EXERCISE DETAILS >>
Identify every line in the records below that contains the word "graph", and copy each of those lines.

SUPPLIED RECORDS >>
·····
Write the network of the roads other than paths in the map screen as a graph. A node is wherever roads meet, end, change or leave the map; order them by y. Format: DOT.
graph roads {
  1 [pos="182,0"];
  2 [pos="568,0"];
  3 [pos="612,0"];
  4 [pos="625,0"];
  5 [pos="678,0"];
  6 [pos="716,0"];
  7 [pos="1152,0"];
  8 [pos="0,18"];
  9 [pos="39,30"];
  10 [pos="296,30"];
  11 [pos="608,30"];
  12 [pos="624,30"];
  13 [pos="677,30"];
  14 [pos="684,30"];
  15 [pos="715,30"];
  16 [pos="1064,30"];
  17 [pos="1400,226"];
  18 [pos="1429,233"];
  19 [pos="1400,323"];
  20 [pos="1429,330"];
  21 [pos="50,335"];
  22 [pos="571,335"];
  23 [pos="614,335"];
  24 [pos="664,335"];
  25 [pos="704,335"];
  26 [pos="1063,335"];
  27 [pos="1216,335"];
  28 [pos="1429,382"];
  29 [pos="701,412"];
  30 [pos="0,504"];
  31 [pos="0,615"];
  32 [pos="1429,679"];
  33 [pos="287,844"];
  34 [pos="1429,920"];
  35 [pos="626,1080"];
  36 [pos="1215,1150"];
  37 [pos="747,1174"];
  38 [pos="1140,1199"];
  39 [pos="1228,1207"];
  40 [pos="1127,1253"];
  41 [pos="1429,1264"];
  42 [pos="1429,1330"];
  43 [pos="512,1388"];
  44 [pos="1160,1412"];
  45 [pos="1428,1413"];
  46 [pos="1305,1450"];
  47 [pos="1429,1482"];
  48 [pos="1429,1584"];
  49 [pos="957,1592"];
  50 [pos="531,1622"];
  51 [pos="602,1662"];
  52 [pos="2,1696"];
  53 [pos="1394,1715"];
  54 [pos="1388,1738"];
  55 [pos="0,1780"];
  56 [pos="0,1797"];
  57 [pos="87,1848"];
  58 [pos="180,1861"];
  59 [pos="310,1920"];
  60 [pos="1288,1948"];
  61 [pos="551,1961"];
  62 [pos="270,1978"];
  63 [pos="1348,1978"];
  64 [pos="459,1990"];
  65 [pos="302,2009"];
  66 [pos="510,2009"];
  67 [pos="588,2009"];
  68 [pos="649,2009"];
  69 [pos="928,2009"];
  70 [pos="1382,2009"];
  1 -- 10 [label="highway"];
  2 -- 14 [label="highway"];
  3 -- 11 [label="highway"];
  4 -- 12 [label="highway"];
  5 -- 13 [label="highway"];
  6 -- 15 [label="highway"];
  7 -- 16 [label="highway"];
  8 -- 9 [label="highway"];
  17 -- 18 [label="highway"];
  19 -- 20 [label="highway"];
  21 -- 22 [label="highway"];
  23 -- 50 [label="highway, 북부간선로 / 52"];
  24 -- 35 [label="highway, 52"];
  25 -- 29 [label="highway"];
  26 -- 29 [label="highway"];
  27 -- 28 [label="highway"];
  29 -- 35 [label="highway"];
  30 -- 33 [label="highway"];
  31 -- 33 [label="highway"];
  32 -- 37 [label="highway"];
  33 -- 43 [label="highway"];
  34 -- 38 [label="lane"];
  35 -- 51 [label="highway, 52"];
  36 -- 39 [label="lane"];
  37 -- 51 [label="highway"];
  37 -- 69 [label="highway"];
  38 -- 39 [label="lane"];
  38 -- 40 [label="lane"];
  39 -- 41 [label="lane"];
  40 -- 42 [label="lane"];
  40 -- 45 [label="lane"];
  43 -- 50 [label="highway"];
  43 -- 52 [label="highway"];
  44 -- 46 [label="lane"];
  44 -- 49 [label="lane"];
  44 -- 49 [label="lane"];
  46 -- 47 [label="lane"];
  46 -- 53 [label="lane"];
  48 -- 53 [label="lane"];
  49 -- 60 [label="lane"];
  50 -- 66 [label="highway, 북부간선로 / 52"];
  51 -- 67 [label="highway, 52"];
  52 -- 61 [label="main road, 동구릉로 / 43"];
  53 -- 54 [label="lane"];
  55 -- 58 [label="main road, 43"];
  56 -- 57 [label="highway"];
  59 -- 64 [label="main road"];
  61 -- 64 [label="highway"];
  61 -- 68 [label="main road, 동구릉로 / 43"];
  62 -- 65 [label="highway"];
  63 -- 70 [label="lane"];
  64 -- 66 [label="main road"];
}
·····
RESULT OF THIS TASK >>
Write the network of the roads other than paths in the map screen as a graph. A node is wherever roads meet, end, change or leave the map; order them by y. Format: DOT.
graph roads {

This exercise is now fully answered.